What is needed is every line of the data that includes the word "Oakwood". Please copy each one.

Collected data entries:
————
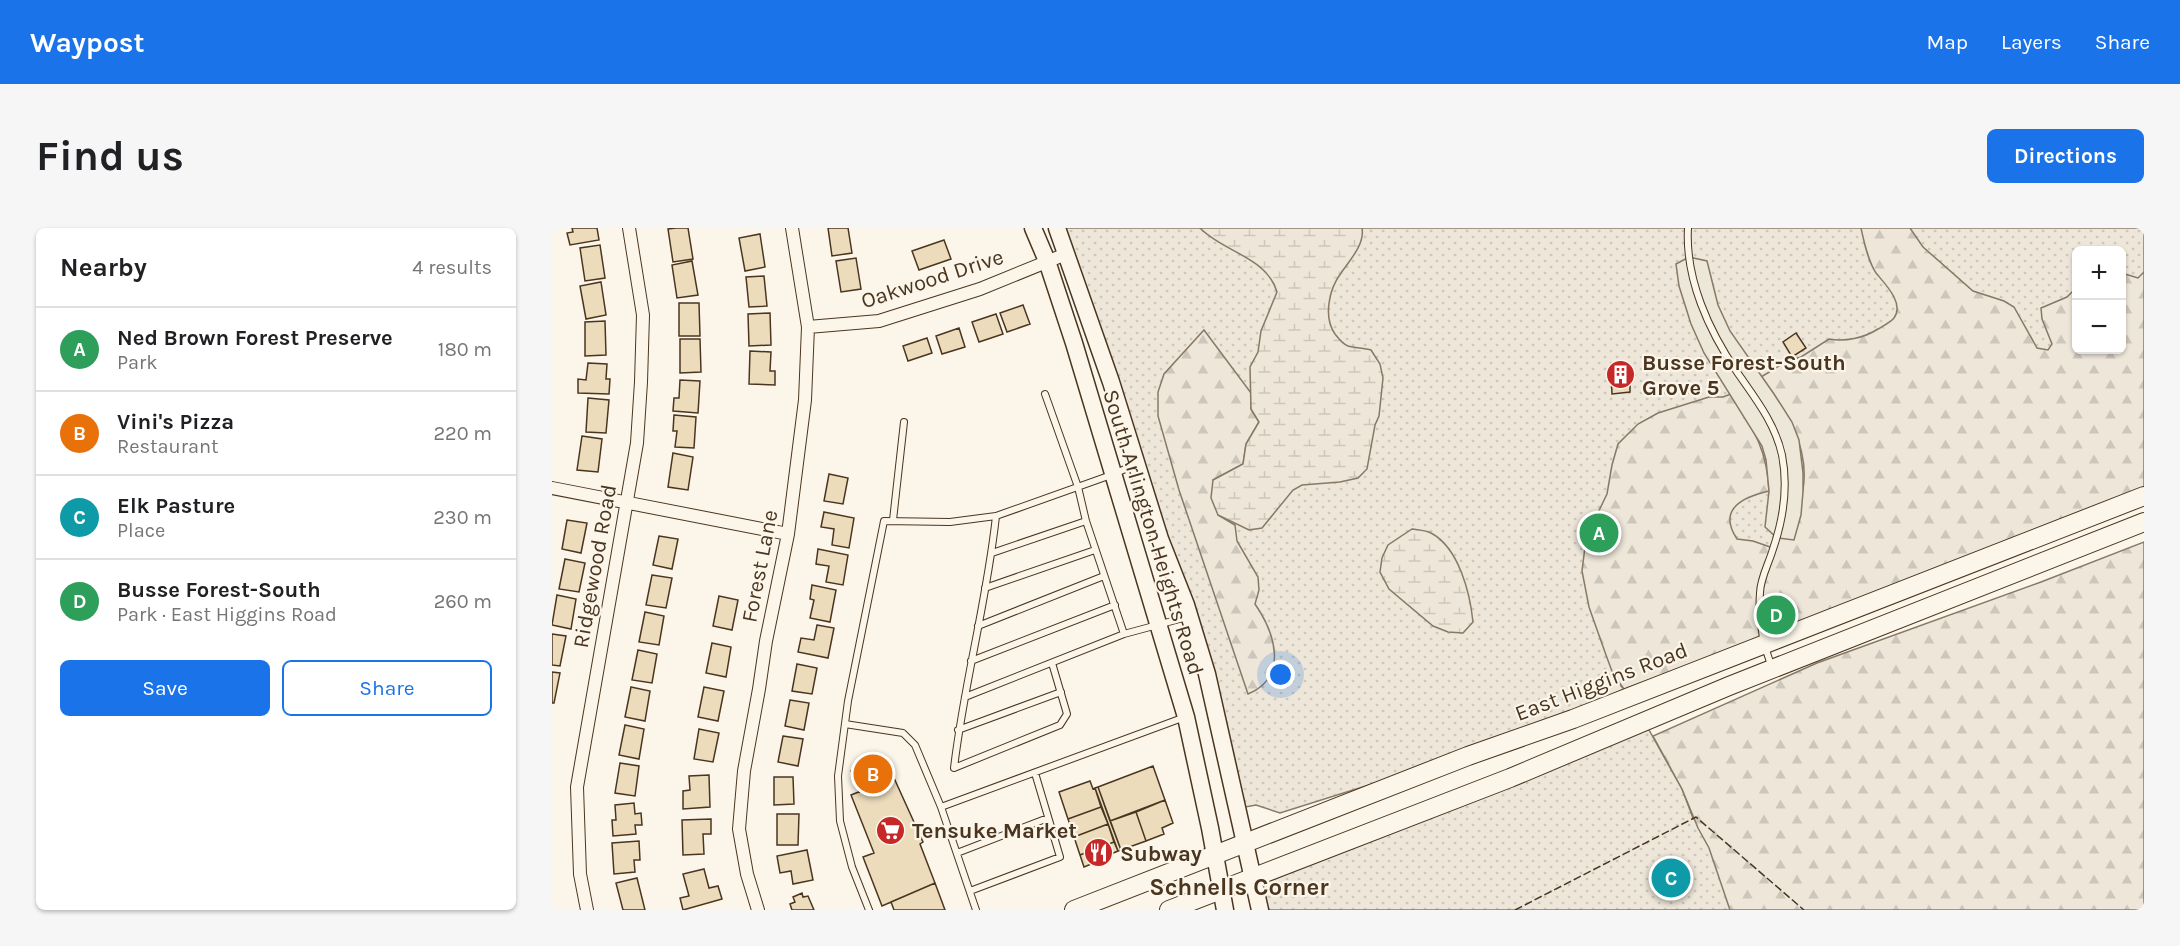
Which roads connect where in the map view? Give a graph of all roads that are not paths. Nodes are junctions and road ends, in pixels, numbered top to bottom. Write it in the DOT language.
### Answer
graph roads {
  1 [pos="629,228"];
  2 [pos="792,228"];
  3 [pos="1032,228"];
  4 [pos="1057,228"];
  5 [pos="1688,228"];
  6 [pos="1066,254"];
  7 [pos="1047,261"];
  8 [pos="808,327"];
  9 [pos="1045,394"];
  10 [pos="904,422"];
  11 [pos="1136,464"];
  12 [pos="1114,474"];
  13 [pos="1078,487"];
  14 [pos="552,488"];
  15 [pos="2144,496"];
  16 [pos="627,503"];
  17 [pos="996,516"];
  18 [pos="893,520"];
  19 [pos="1086,521"];
  20 [pos="2144,522"];
  21 [pos="788,534"];
  22 [pos="1095,550"];
  23 [pos="992,554"];
  24 [pos="1104,576"];
  25 [pos="985,588"];
  26 [pos="1115,605"];
  27 [pos="1189,616"];
  28 [pos="1157,625"];
  29 [pos="978,626"];
  30 [pos="1124,634"];
  31 [pos="1763,644"];
  32 [pos="971,661"];
  33 [pos="1052,663"];
  34 [pos="1773,669"];
  35 [pos="1061,692"];
  36 [pos="965,697"];
  37 [pos="1186,717"];
  38 [pos="845,724"];
  39 [pos="958,730"];
  40 [pos="1035,773"];
  41 [pos="941,807"];
  42 [pos="1048,818"];
  43 [pos="1246,842"];
  44 [pos="957,853"];
  45 [pos="1215,854"];
  46 [pos="1254,878"];
  47 [pos="970,891"];
  48 [pos="1222,891"];
  49 [pos="587,910"];
  50 [pos="758,910"];
  51 [pos="869,910"];
  52 [pos="976,910"];
  53 [pos="1074,910"];
  54 [pos="1169,910"];
  55 [pos="1225,910"];
  56 [pos="1260,910"];
  1 -- 16 [label="street, Ridgewood Road"];
  2 -- 8 [label="street, Forest Lane"];
  3 -- 7 [label="main road, South Arlington Heights Road"];
  4 -- 6 [label="main road, South Arlington Heights Road"];
  5 -- 31 [label="lane"];
  6 -- 7 [label="street, Oakwood Drive"];
  6 -- 11 [label="main road, South Arlington Heights Road"];
  7 -- 8 [label="street, Oakwood Drive"];
  7 -- 12 [label="main road, South Arlington Heights Road"];
  8 -- 21 [label="street, Forest Lane"];
  9 -- 13 [label="lane"];
  10 -- 18 [label="lane"];
  11 -- 12 [label="lane"];
  11 -- 27 [label="main road, South Arlington Heights Road"];
  12 -- 13 [label="lane"];
  12 -- 28 [label="main road, South Arlington Heights Road"];
  13 -- 17 [label="lane"];
  13 -- 19 [label="lane"];
  14 -- 16 [label="street"];
  15 -- 31 [label="main road, East Higgins Road"];
  16 -- 21 [label="street"];
  16 -- 49 [label="street, Ridgewood Road"];
  17 -- 18 [label="lane"];
  17 -- 23 [label="lane"];
  18 -- 38 [label="lane"];
  19 -- 22 [label="lane"];
  19 -- 23 [label="lane"];
  20 -- 34 [label="main road"];
  21 -- 50 [label="street, Forest Lane"];
  22 -- 24 [label="lane"];
  22 -- 25 [label="lane"];
  23 -- 25 [label="lane"];
  24 -- 26 [label="lane"];
  24 -- 29 [label="lane"];
  25 -- 29 [label="lane"];
  26 -- 30 [label="lane"];
  26 -- 32 [label="lane"];
  27 -- 28 [label="lane"];
  27 -- 43 [label="main road, South Arlington Heights Road"];
  28 -- 30 [label="lane"];
  28 -- 37 [label="main road, South Arlington Heights Road"];
  29 -- 32 [label="lane"];
  30 -- 33 [label="lane"];
  31 -- 34 [label="lane"];
  31 -- 43 [label="main road, East Higgins Road"];
  32 -- 36 [label="lane"];
  33 -- 35 [label="lane"];
  33 -- 36 [label="lane"];
  34 -- 46 [label="main road"];
  35 -- 39 [label="lane"];
  35 -- 39 [label="lane"];
  36 -- 39 [label="lane"];
  37 -- 40 [label="lane"];
  37 -- 45 [label="main road, South Arlington Heights Road"];
  38 -- 41 [label="lane"];
  38 -- 51 [label="lane"];
  40 -- 41 [label="lane"];
  40 -- 42 [label="lane"];
  41 -- 44 [label="lane"];
  42 -- 44 [label="lane"];
  42 -- 47 [label="lane"];
  43 -- 45 [label="main road, East Higgins Road"];
  43 -- 46 [label="main road, South Arlington Heights Road"];
  44 -- 47 [label="lane"];
  45 -- 48 [label="main road, South Arlington Heights Road"];
  45 -- 53 [label="main road, East Higgins Road"];
  46 -- 48 [label="main road"];
  46 -- 56 [label="main road, South Arlington Heights Road"];
  47 -- 52 [label="lane"];
  48 -- 54 [label="main road"];
  48 -- 55 [label="main road, South Arlington Heights Road"];
}
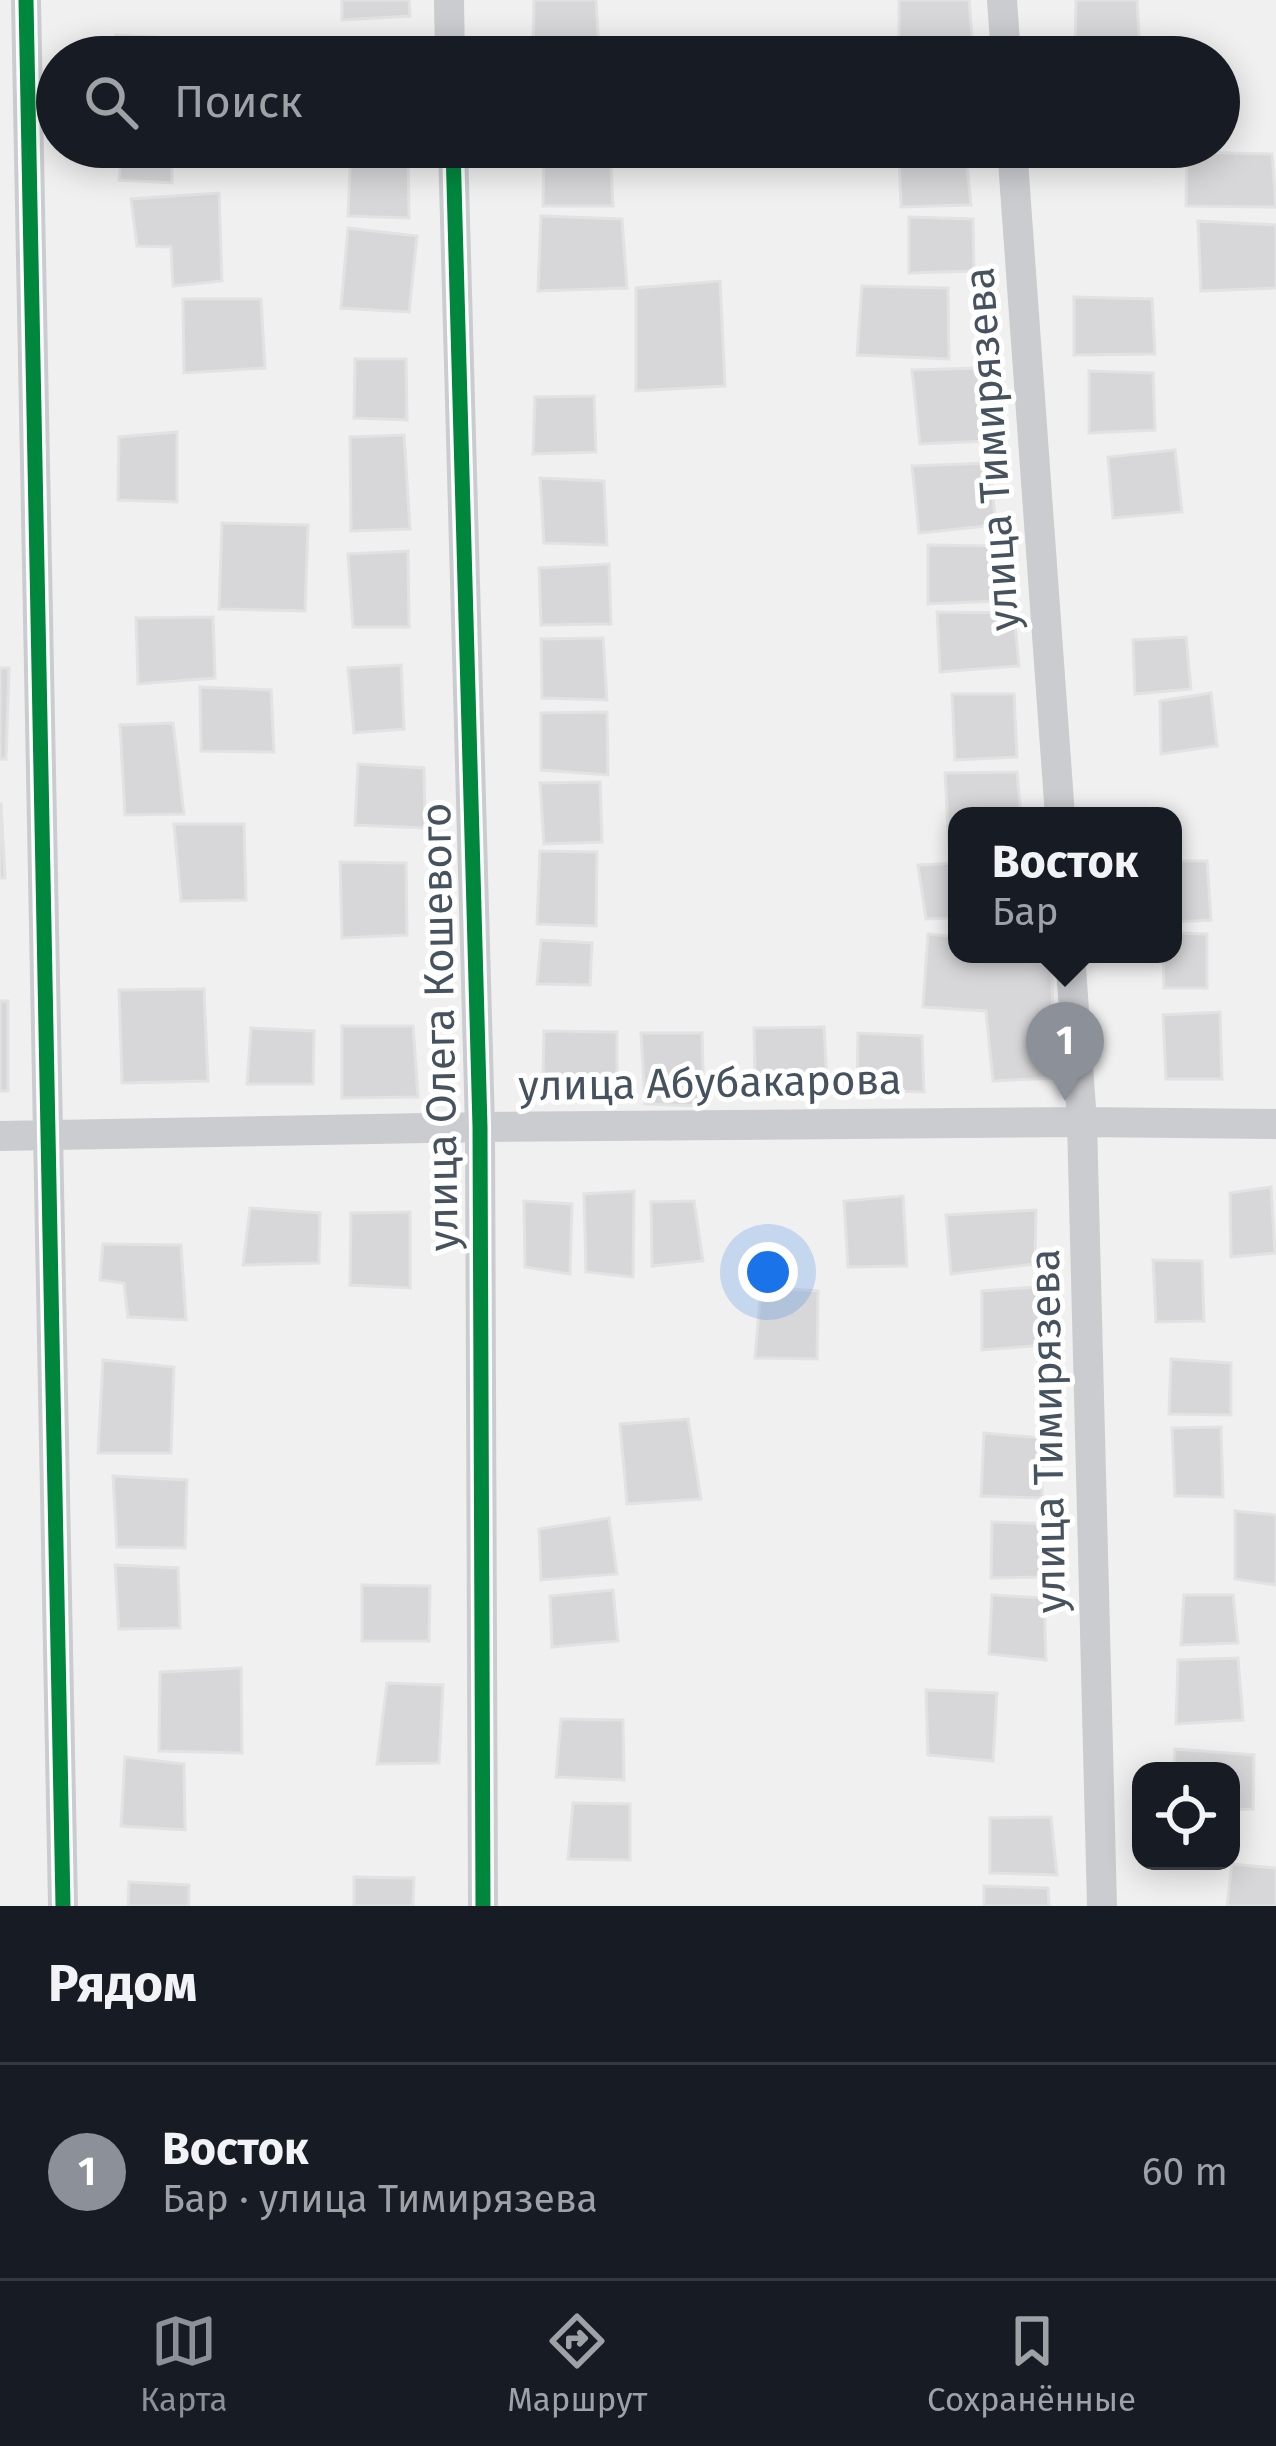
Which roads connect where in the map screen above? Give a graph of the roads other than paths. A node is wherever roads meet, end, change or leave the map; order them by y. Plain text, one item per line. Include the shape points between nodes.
1 (26, 0) edge
2 (449, 0) edge
3 (1001, 0) edge
4 (450, 36) edge
5 (1004, 36) edge
6 (454, 168) edge
7 (1014, 168) edge
8 (1059, 807) edge
9 (1071, 963) edge
10 (1082, 1122) junction
11 (1276, 1124) edge
12 (480, 1127) junction
13 (0, 1136) edge
14 (47, 1137) junction
15 (63, 1906) edge
16 (483, 1906) edge
17 (1102, 1906) edge

1 - 14 street
2 - 4 street
3 - 5 street
6 - 12 street, улица Олега Кошевого
7 - 8 street, улица Тимирязева
9 - 10 street, улица Тимирязева
10 - 11 street, улица Абубакарова
10 - 12 street, улица Абубакарова
10 - 17 street, улица Тимирязева
12 - 14 street, улица Абубакарова
12 - 16 street, улица Олега Кошевого
13 - 14 street, улица Абубакарова
14 - 15 street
————
| SOLUTION TO THIS PROBLEM |
  6 -- 7 [label="street, Oakwood Drive"];
  7 -- 8 [label="street, Oakwood Drive"];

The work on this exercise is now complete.